Une autre fois, ce fut un éboulement dû à la rupture des étançons d’un puits, et James Starr constata que ces étançons avaient été préalablement attaqués à la scie. Harry, qui surveillait les travaux sur ce point, fut enseveli sous les décombres et n’échappa que par miracle à la mort.

Quelques jours après, sur le tramway à traction mécanique, le train de wagonnets sur lequel Harry était monté, tamponna un obstacle et fut culbuté. On reconnut ensuite qu’une poutre avait été placée en travers de la voie.

Bref, ces faits se multiplièrent tellement, qu’une sorte de panique se déclara parmi les mineurs. Il ne fallait rien de moins que la présence de leurs chefs pour les retenir sur les travaux.

« Mais ils sont donc toute une bande, ces malfaiteurs ! répétait Simon Ford, et nous ne pouvons mettre la main sur un seul ! »

On recommença les recherches. La police du comté se tint sur pied nuit et jour, mais elle ne put rien découvrir. James Starr défendit à Harry, que cette malveillance semblait viser plus directement, de s’aventurer jamais seul hors du centre des travaux.

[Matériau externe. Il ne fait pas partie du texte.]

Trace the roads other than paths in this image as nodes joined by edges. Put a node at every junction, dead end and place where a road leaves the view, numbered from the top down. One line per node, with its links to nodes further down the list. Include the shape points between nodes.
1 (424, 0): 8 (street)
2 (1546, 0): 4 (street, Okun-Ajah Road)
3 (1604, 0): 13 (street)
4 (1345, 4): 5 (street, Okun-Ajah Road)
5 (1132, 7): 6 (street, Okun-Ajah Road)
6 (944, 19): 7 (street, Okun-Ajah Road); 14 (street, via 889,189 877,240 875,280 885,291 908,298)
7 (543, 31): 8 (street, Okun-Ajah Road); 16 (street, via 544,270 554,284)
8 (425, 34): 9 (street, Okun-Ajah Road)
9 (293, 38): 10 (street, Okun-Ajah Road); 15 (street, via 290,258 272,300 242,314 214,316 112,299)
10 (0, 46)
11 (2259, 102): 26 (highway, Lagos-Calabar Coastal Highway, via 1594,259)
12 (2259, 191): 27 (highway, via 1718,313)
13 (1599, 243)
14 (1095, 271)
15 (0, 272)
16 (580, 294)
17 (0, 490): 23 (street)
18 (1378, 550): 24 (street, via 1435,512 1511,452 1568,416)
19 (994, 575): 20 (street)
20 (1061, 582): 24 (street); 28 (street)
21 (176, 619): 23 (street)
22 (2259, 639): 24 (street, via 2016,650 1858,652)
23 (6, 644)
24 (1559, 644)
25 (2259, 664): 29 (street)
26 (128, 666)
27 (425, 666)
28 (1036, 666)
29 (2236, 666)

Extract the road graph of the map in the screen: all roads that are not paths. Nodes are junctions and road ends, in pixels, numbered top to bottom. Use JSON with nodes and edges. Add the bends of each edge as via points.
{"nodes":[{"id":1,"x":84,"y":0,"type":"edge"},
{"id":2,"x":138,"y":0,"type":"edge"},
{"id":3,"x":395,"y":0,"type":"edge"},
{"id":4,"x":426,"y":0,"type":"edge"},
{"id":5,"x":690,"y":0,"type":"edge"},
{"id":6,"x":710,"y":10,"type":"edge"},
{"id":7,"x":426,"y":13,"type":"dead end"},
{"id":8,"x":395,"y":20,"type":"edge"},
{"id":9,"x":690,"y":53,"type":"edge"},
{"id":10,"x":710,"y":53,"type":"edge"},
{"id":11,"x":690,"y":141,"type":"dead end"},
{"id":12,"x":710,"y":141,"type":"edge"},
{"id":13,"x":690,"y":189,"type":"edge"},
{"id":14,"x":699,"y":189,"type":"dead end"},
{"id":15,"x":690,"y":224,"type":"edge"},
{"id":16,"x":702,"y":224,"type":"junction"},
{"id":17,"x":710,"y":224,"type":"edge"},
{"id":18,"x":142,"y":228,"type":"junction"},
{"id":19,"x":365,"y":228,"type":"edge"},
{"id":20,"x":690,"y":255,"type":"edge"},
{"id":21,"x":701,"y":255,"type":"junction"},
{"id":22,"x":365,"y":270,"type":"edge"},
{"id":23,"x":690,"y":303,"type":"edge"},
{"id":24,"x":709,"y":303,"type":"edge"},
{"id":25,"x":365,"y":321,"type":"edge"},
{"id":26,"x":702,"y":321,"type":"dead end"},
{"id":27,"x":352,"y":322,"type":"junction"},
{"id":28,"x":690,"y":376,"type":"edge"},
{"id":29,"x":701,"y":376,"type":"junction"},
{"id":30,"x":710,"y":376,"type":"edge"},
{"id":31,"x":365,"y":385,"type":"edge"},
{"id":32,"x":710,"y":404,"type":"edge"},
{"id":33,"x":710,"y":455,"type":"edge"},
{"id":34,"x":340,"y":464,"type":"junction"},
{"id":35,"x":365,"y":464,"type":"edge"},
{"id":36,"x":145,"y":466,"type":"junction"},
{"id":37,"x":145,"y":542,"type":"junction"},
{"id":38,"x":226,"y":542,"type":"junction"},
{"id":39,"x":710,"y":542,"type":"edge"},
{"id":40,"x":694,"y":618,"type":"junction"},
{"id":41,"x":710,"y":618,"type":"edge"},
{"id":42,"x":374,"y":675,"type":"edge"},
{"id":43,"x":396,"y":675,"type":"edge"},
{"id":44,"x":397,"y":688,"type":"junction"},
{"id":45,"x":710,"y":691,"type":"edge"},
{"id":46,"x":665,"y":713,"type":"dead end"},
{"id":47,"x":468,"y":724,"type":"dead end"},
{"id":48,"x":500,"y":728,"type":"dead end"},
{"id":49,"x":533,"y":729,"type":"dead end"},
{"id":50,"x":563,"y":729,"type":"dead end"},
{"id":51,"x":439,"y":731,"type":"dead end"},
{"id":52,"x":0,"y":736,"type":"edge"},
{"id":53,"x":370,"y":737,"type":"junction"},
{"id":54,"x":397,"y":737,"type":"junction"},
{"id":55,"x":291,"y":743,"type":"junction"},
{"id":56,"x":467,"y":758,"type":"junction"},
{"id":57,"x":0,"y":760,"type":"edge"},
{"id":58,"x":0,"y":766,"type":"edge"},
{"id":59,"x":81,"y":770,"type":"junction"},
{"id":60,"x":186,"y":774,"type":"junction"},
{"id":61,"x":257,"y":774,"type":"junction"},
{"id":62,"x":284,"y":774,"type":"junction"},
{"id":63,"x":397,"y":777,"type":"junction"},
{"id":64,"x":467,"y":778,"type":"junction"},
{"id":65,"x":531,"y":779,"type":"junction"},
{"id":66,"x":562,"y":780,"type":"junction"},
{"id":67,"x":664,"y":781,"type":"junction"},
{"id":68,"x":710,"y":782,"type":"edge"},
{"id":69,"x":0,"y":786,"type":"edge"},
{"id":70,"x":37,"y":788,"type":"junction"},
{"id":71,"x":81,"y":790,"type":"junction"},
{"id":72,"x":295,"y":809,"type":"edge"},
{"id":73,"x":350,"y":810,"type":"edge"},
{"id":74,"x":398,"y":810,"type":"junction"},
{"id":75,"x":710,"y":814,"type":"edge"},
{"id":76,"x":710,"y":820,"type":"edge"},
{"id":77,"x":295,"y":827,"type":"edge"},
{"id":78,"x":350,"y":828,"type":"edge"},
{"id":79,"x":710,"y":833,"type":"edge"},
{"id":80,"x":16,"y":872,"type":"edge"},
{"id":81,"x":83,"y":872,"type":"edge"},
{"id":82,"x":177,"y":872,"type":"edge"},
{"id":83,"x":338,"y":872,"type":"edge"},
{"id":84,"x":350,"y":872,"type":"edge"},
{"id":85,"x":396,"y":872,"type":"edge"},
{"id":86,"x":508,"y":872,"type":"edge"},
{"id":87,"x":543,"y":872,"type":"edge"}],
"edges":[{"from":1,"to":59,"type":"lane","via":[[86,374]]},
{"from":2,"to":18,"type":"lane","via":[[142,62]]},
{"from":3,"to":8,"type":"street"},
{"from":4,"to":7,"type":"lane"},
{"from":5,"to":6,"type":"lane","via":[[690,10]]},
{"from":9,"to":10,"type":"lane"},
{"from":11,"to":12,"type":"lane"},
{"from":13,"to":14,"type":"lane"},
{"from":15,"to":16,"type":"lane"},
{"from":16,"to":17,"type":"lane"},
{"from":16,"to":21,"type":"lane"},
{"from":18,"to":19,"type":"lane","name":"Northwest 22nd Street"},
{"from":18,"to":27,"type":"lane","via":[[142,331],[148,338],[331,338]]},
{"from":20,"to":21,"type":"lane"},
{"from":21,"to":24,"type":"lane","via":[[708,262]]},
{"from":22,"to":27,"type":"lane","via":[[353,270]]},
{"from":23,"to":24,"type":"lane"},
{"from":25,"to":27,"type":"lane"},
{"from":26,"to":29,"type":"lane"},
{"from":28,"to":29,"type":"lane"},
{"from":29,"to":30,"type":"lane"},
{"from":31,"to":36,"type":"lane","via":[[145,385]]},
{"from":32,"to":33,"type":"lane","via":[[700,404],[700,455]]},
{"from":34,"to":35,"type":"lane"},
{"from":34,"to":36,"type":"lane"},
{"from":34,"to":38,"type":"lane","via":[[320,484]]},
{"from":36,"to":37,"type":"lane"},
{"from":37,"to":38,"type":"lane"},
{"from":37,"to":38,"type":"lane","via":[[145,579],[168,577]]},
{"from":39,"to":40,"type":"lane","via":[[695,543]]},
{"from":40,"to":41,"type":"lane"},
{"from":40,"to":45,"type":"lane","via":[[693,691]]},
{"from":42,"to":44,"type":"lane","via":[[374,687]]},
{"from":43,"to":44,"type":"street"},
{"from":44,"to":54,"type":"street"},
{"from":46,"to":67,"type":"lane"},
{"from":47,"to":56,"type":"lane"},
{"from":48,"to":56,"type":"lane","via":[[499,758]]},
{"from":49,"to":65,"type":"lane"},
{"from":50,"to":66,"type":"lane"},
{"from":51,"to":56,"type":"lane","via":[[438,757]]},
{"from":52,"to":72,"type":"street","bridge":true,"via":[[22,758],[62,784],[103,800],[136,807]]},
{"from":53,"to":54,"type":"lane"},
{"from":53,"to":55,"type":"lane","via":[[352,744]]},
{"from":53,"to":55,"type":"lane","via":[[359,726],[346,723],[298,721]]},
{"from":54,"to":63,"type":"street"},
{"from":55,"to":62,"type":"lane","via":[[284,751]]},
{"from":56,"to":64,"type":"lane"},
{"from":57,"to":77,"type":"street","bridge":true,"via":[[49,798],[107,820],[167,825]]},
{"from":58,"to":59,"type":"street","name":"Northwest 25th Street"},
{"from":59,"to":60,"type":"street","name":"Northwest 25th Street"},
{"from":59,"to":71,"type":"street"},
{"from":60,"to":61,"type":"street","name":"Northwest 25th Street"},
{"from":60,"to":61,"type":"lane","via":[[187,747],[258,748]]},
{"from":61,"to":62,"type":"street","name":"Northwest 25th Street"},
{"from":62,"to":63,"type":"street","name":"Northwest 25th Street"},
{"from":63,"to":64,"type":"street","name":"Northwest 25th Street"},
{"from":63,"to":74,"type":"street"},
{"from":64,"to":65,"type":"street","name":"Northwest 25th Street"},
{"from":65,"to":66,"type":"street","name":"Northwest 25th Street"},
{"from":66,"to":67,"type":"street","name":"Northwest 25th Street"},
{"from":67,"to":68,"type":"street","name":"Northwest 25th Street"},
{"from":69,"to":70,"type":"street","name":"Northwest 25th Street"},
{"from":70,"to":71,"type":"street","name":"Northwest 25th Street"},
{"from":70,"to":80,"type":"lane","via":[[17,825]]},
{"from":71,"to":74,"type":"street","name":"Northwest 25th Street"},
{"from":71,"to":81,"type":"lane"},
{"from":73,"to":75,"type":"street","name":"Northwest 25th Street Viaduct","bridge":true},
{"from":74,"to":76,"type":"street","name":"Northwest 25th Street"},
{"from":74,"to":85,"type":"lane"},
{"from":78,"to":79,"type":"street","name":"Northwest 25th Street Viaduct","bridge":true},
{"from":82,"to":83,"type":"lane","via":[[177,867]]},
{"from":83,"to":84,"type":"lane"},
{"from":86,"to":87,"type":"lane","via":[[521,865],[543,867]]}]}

On en agit de même à l’égard de Nell, à laquelle, sur les instances de Harry, on cachait, néanmoins, toutes ces tentatives criminelles, qui pouvaient lui rappeler le souvenir du passé. Simon Ford et Madge la gardaient jour et nuit avec une sorte de sévérité, ou plutôt de sollicitude farouche. La pauvre enfant s’en rendait compte, mais pas une remarque, pas une plainte ne lui échappa. Se disait-elle que si l’on en agissait ainsi, c’était dans son intérêt ? Oui, probablement. Toutefois, elle aussi, à sa façon, semblait veiller sur les autres, et ne se montrait tranquille, que lorsque tous ceux qu’elle aimait étaient réunis au cottage. Le soir, quand Harry rentrait, elle ne pouvait retenir un mouvement de joie folle, peu compatible avec sa nature, d’ordinaire plus réservée qu’expansive. La nuit une fois passée, elle était debout, avant tous les autres. Son inquiétude la reprenait dès le matin, à l’heure de la sortie pour les travaux du fond.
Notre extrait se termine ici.